Alice Rivlin, first Director of
the Congressional Budget Office from 1975 to1983, a persistent and
vociferous critic of Reaganonmics responded: "Greenspan is right, of course,
that we will never have a perfect model of risk in a complex economy.
But the culprit was not imperfect models. It was failure to ask common
sense questions:
Q: Will house prices keep going up forever?
A: Not likely.
Q: What will happen to the value of mortgage-backed securities when
housing prices stop rising or fall?
A: They will go down.
We didn’t need fancy models to answer questions like that. We just
needed to ask them."
Rivlin, a long-time defender of the economically helpless, stopped one
step too soon. The culprit was not merely the bankers who did not asked
these common sense questions. The bankers knew very well the common
sense answers; but they comforted themselves by also knowing that
securitization let someone else holding the bag of bad securities. The
problem was not imperfect risk models; it was faith in the myth of a
perfect hedge.
The factors behind the 2007 credit crisis were: 1) under-pricing of
risk during years of debt bubble; 2) excessive leverage by market
participants to magnify profit on the way up which inevitably magnifies
loss on the way down; 3) conventional bank capital reserve requirements
inadequate for overleveraged exposures; 4) defective risk management
models; 5) inoperative credit ratings; 6) unidentified and dispersed
counterparties and 7) circular hedges. The sudden
re-pricing of risk and de-leveraging caused market failures.

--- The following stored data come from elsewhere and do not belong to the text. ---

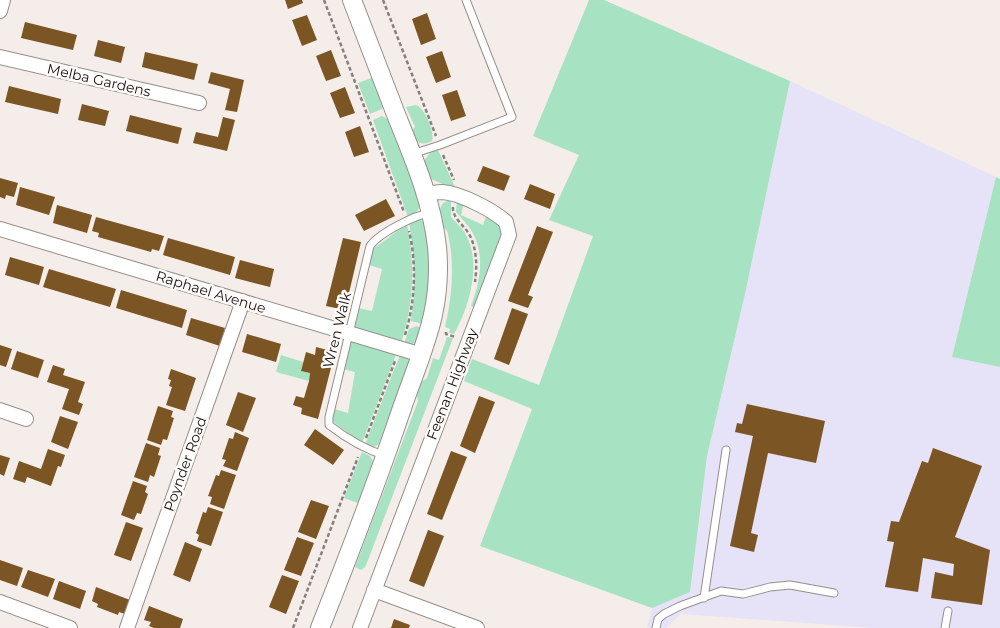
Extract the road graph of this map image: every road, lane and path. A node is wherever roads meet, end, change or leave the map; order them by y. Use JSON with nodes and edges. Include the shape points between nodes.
{"nodes":[{"id":1,"x":3,"y":0,"type":"edge"},
{"id":2,"x":352,"y":0,"type":"edge"},
{"id":3,"x":384,"y":0,"type":"edge"},
{"id":4,"x":466,"y":0,"type":"edge"},
{"id":5,"x":0,"y":11,"type":"edge"},
{"id":6,"x":0,"y":57,"type":"edge"},
{"id":7,"x":199,"y":103,"type":"dead end"},
{"id":8,"x":437,"y":139,"type":"dead end"},
{"id":9,"x":442,"y":152,"type":"dead end"},
{"id":10,"x":412,"y":154,"type":"junction"},
{"id":11,"x":456,"y":184,"type":"dead end"},
{"id":12,"x":426,"y":195,"type":"junction"},
{"id":13,"x":454,"y":202,"type":"dead end"},
{"id":14,"x":431,"y":212,"type":"junction"},
{"id":15,"x":0,"y":229,"type":"edge"},
{"id":16,"x":474,"y":288,"type":"dead end"},
{"id":17,"x":243,"y":301,"type":"junction"},
{"id":18,"x":349,"y":333,"type":"junction"},
{"id":19,"x":422,"y":355,"type":"junction"},
{"id":20,"x":0,"y":410,"type":"edge"},
{"id":21,"x":26,"y":419,"type":"dead end"},
{"id":22,"x":726,"y":450,"type":"dead end"},
{"id":23,"x":386,"y":456,"type":"junction"},
{"id":24,"x":374,"y":590,"type":"junction"},
{"id":25,"x":834,"y":592,"type":"dead end"},
{"id":26,"x":704,"y":598,"type":"junction"},
{"id":27,"x":0,"y":602,"type":"edge"},
{"id":28,"x":948,"y":611,"type":"dead end"},
{"id":29,"x":70,"y":628,"type":"edge"},
{"id":30,"x":127,"y":628,"type":"edge"},
{"id":31,"x":320,"y":628,"type":"edge"},
{"id":32,"x":360,"y":628,"type":"edge"},
{"id":33,"x":477,"y":628,"type":"edge"},
{"id":34,"x":656,"y":628,"type":"edge"},
{"id":35,"x":945,"y":628,"type":"edge"}],
"edges":[{"from":1,"to":5,"type":"street"},
{"from":2,"to":10,"type":"street"},
{"from":3,"to":8,"type":"path"},
{"from":4,"to":10,"type":"lane","via":[[512,117]]},
{"from":6,"to":7,"type":"street","name":"Melba Gardens"},
{"from":9,"to":11,"type":"path"},
{"from":10,"to":12,"type":"street"},
{"from":12,"to":14,"type":"street"},
{"from":12,"to":24,"type":"street","name":"Feenan Highway","via":[[449,193],[490,209],[506,222],[509,235]]},
{"from":13,"to":16,"type":"path","via":[[453,213],[474,245],[477,270]]},
{"from":14,"to":18,"type":"lane","name":"Wren Walk","via":[[410,220],[371,244]]},
{"from":14,"to":19,"type":"street","via":[[437,250],[437,289],[432,323]]},
{"from":15,"to":17,"type":"street","name":"Raphael Avenue"},
{"from":17,"to":18,"type":"street","name":"Raphael Avenue"},
{"from":17,"to":30,"type":"street","name":"Poynder Road"},
{"from":18,"to":19,"type":"street","name":"Raphael Avenue"},
{"from":18,"to":23,"type":"lane","name":"Wren Walk","via":[[328,423],[352,442]]},
{"from":19,"to":23,"type":"street"},
{"from":20,"to":21,"type":"street"},
{"from":22,"to":26,"type":"lane"},
{"from":23,"to":31,"type":"street"},
{"from":24,"to":32,"type":"street","name":"Feenan Highway"},
{"from":24,"to":33,"type":"street"},
{"from":25,"to":26,"type":"lane","via":[[790,585],[743,594],[721,591]]},
{"from":26,"to":34,"type":"lane","via":[[664,614],[658,619]]},
{"from":27,"to":29,"type":"street"},
{"from":28,"to":35,"type":"lane"}]}
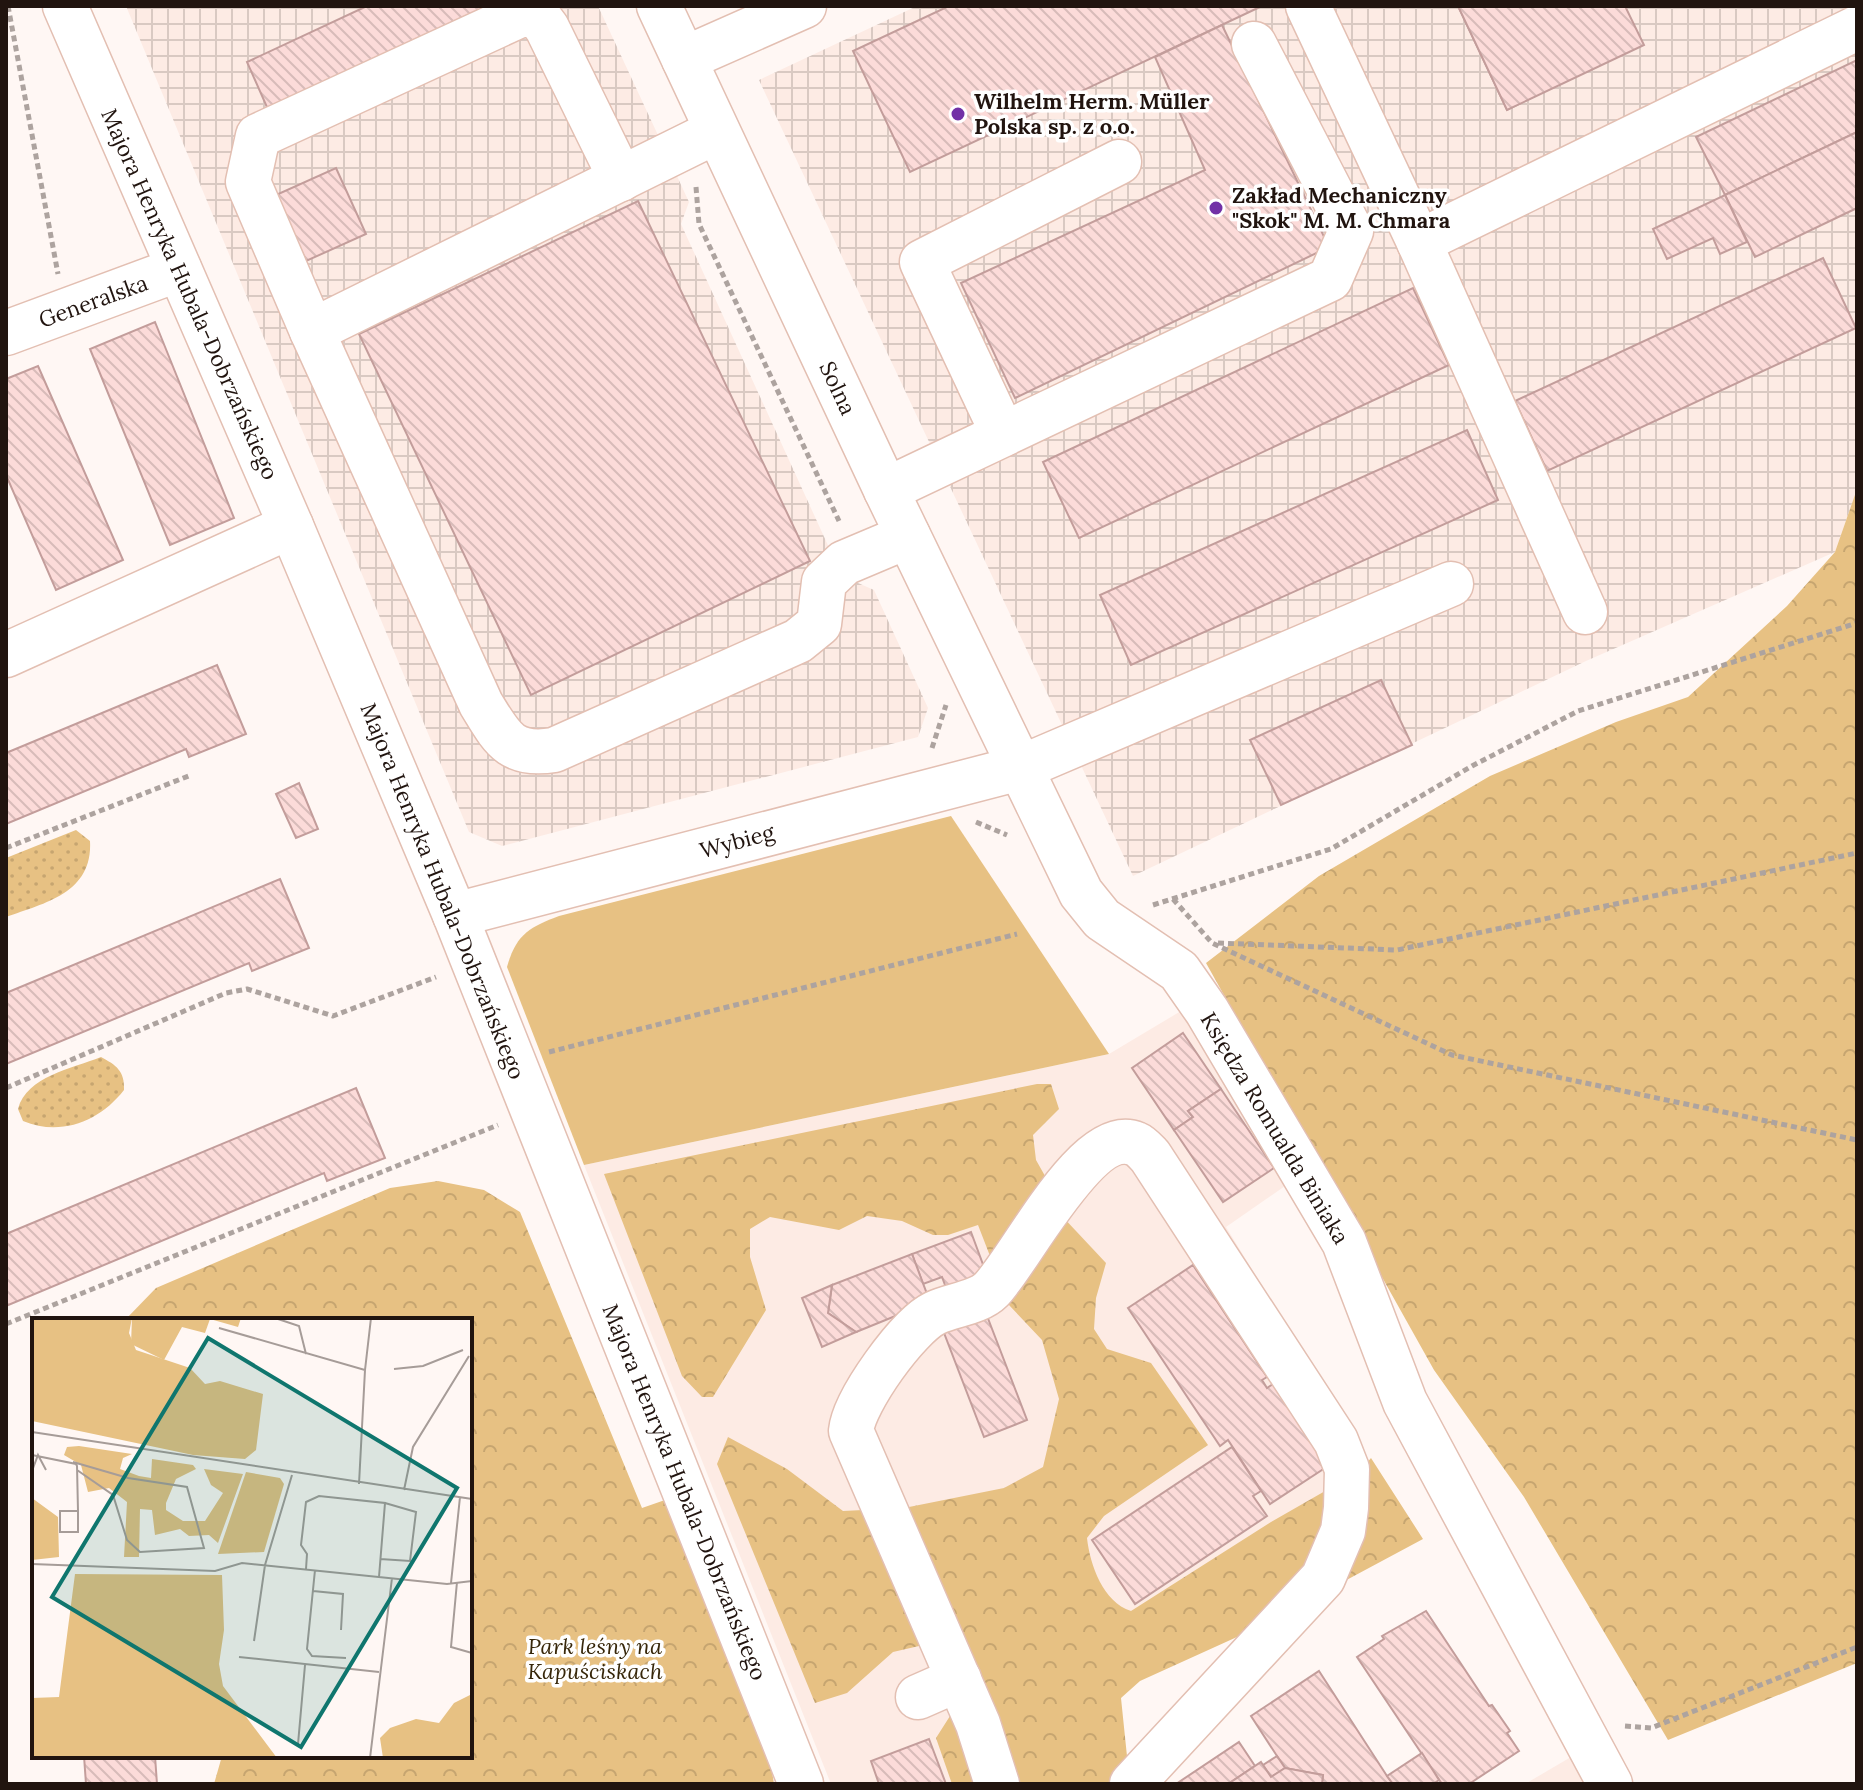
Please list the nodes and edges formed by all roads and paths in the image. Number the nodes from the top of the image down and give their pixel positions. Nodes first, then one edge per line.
1 (8, 6) edge
2 (65, 6) edge
3 (659, 6) edge
4 (804, 6) edge
5 (1308, 6) edge
6 (1857, 28) edge
7 (1254, 44) dead end
8 (684, 59) junction
9 (703, 138) junction
10 (1119, 162) dead end
11 (621, 179) junction
12 (1419, 242) junction
13 (179, 269) junction
14 (66, 311) junction
15 (312, 331) junction
16 (6, 333) edge
17 (1003, 434) junction
18 (886, 490) junction
19 (291, 526) junction
20 (908, 536) junction
21 (863, 555) junction
22 (1451, 584) dead end
23 (1585, 612) dead end
24 (1856, 621) edge
25 (6, 655) edge
26 (947, 700) dead end
27 (934, 748) dead end
28 (1020, 768) junction
29 (191, 775) dead end
30 (6, 848) edge
31 (1857, 853) edge
32 (1173, 899) junction
33 (455, 915) junction
34 (1102, 919) junction
35 (1017, 934) dead end
36 (1212, 943) junction
37 (1153, 952) junction
38 (474, 962) junction
39 (514, 1062) junction
40 (6, 1088) edge
41 (534, 1111) junction
42 (1857, 1140) edge
43 (6, 1324) edge
44 (1857, 1647) edge
45 (959, 1679) junction
46 (918, 1697) dead end
47 (1568, 1707) junction
48 (801, 1784) edge
49 (997, 1784) edge
50 (1132, 1784) edge
51 (1610, 1784) edge

1 - 14 path
2 - 13 street, Majora Henryka Hubala-Dobrzańskiego
3 - 8 street, Solna
4 - 8 street
5 - 12 street
6 - 12 street
7 - 17 street
8 - 9 street, Solna
9 - 11 street
9 - 18 street, Solna
9 - 21 path
10 - 17 street
11 - 15 street
11 - 15 street
12 - 23 street
13 - 14 street, Generalska
13 - 19 street, Majora Henryka Hubala-Dobrzańskiego
14 - 16 street, Generalska
15 - 21 street
17 - 18 street
18 - 20 street, Solna
19 - 25 street
19 - 33 street, Majora Henryka Hubala-Dobrzańskiego
20 - 21 street
20 - 28 street, Solna
22 - 28 street, Wybieg
24 - 32 path
26 - 27 path
28 - 33 street, Wybieg
28 - 34 street, Księdza Romualda Biniaka
29 - 30 path
31 - 36 path
32 - 34 path
32 - 36 path
33 - 38 street, Majora Henryka Hubala-Dobrzańskiego
34 - 37 street, Księdza Romualda Biniaka
35 - 39 path
36 - 37 path
36 - 42 path
37 - 47 street, Księdza Romualda Biniaka
38 - 39 street, Majora Henryka Hubala-Dobrzańskiego
38 - 40 path
39 - 41 street, Majora Henryka Hubala-Dobrzańskiego
41 - 43 path
41 - 48 street, Majora Henryka Hubala-Dobrzańskiego
44 - 47 path
45 - 46 street
45 - 49 street
45 - 50 street
47 - 51 street, Księdza Romualda Biniaka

Top Economists Lost Personal Fortunes in 1929
A few days before the 1929 crash, the celebrated Irving Fisher, highly
respected economist at prestigious Yale
University
who had worked out the widely accepted equation of exchange between
money and price levels, famously predicted that: “Stock prices
have reached what looks like a permanently high plateau.” Fisher
stated on the day after the crash that the market was “only shaking out
of the lunatic fringe” and went on to explain why he felt prices still
had not caught up with their real value and should go much higher. Two
days later, he announced in a banker’s meeting that “security values in
most instances were not inflated.” For months after the crash, he
continued to assure investors that a recovery was just around the
corner.
Both Fischer and Keynes were
personally fully invested in 1929. They not only failed to anticipate
the crash but continued to deny it after the market imploded, suffering
significant loss of personal fortune, leading Keynes to remark:
“Markets can stay irrational longer than participants can stay liquid.”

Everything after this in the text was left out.